Le nuove macchine da caffè
prodotte grazie al riciclo

IMPRESE - Due aziende, la Delta srl e la Simonelli Group di Belforte stanno collaborando, nell'ambito del progetto Marlic, per realizzare parti delle macchine, come coperchi, scocche, grazie a materiale composito

- caricamento letture

 

macchina-caffe-green

 

Creare il nuovo dagli scarti, due aziende marchigiane, la Delta slr e la Simonelli group stanno collaborando al progetto Marlic (Marche applied research laboratory for innovative composites) cofinanziato dalla Regione attraverso fondi europei. Si tratta in sostanza del riutilizzo di materiali compositi. Da un lato c’è l’azienda Delta, che ha maturato esperienze trentennali e forti competenze nella produzione di materiali compositi, dall’altro la Simonelli, l’azienda di Belforte all’avanguardia nella produzione di macchine per caffè espresso.
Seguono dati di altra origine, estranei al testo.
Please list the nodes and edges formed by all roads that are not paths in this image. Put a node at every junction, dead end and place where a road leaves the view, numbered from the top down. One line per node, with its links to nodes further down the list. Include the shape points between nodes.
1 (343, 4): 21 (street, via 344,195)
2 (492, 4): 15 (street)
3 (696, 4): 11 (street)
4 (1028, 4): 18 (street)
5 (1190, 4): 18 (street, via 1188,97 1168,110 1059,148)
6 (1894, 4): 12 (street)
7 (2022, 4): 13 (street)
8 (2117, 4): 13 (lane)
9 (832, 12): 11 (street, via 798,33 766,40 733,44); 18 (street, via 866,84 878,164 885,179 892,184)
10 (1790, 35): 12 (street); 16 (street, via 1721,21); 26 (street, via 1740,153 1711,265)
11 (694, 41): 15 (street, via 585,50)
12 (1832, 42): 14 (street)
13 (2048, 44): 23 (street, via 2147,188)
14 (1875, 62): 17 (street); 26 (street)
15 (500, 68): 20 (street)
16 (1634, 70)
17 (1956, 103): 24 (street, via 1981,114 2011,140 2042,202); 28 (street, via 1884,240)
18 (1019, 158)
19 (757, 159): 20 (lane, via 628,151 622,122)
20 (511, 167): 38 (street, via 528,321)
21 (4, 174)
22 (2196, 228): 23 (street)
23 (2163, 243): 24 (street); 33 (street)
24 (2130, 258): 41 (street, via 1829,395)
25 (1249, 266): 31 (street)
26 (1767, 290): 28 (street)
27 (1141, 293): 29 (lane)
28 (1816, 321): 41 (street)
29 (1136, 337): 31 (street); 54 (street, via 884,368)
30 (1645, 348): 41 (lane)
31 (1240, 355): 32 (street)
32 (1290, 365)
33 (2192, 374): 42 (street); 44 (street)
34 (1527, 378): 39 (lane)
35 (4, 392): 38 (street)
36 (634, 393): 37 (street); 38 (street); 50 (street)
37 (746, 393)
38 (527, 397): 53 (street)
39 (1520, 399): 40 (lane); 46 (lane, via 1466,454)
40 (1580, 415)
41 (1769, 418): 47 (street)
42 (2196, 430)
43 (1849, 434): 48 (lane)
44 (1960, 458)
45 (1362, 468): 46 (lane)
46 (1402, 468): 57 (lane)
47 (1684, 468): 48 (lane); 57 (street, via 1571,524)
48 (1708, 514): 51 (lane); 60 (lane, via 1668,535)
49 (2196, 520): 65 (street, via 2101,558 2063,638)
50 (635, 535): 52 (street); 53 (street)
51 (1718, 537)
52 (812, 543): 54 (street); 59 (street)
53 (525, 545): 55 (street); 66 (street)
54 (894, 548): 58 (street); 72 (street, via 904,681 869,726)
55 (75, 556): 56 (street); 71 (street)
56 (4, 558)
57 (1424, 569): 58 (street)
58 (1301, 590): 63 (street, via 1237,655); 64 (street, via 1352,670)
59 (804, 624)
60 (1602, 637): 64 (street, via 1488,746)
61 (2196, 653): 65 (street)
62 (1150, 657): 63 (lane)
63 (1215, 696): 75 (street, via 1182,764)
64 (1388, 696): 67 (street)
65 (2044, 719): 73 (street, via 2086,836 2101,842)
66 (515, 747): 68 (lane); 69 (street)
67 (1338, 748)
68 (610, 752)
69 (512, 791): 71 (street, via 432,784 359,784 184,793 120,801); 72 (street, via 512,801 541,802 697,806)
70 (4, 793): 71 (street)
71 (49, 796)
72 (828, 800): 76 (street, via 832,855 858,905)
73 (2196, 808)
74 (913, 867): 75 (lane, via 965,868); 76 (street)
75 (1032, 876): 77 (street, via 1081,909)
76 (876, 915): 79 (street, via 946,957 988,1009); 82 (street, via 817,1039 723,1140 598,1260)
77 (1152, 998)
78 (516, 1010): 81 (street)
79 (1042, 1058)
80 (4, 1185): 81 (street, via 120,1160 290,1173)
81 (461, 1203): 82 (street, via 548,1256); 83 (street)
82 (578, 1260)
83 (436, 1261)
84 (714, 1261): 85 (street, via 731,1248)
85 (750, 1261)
E così i materiali di scarto della Delta sono diventati una risorsa, una nuova materia prima per la Simonelli Group. In particolare, partendo dal piano di un colatoio di un lavello di scarto, si è ottenuto del materiale per la realizzazione del coperchio di una macchina macina caffè. E sempre da alcuni materiali di scarto di prodotti della Delta, è stato realizzato un nuovo oggetto da corredo ad una macchina professionale per il caffè. La difficoltà rilevata, in questa circostanza, è stata il taglio di un materiale molto resistente e duro. La transizione verso un’economia di tipo circolare rappresenta uno dei pilastri della politica della Commissione europea, che si è concretizzata nell’adozione di un Piano di Azione volto proprio ad accelerare la transizione dell’Europa, promuovendo un tipo di crescita economica sostenibile, in cui ciò che cambia radicalmente è il modello di produzione e consumo. Questi, infatti, andranno ad implicare aspetti come la condivisione, il riutilizzo, il ricondizionamento, il riciclo dei materiali e dei prodotti esistenti, rendendoli vivi per un tempo più lungo.

VA_EagleOne_nero_34retro-650x422Nell’estate del 2020 è partito un movimento complesso che si inserisce a pieno titolo nelle agende strategiche europee e nazionali, nell’ambito della manifattura sostenibile. Il progetto Marlic è nato per dare vita ad una piattaforma collaborativa emersa in riferimento ad alcune delle tematiche specifiche individuate dalla S3 (Smart Specialisation Strategy) della Regione Marche, incentrate sul concetto di economia circolare. La piattaforma Marlic finisce per rispecchiare le priorità che la Regione si è data all’interno della Strategia S3.

Il progetto De-Manufacturing – uno dei due sotto progetti che alimentano la piattaforma – ha tra i suoi obiettivi il recupero di scarti di produzione, di materiali da componenti compositi alla fine del proprio ciclo vitale ed il recupero di materia prima o seconda, da cicli di produzione, da poter impiegare nuovamente per la progettazione e realizzazione di nuovi materiali compositi. Delta srl è capofila del progetto De-Manufacturing, e si sta muovendo tracciando una doppia traiettoria: da un lato stabilendo collaborazioni con altre aziende partner, dall’altro portando avanti studi per la realizzazione di prodotti eco-sostenibili partendo da scarti industriali. Simonelli Group ha fornito alla Delta uno stampo per permettere delle prove di stampaggio con i nuovi materiali compositi green, per la realizzazione di scocche per macchine professionali per il caffè. In particolare, sono state formulate ricette green con materie prime di recupero che hanno sostituito le materie prime vergini originali. Tali ricette green sono state impiegate per ottenere delle pareti strutturali di macchine da caffè della Simonelli Group, consentendo così una scocca completamente di recupero.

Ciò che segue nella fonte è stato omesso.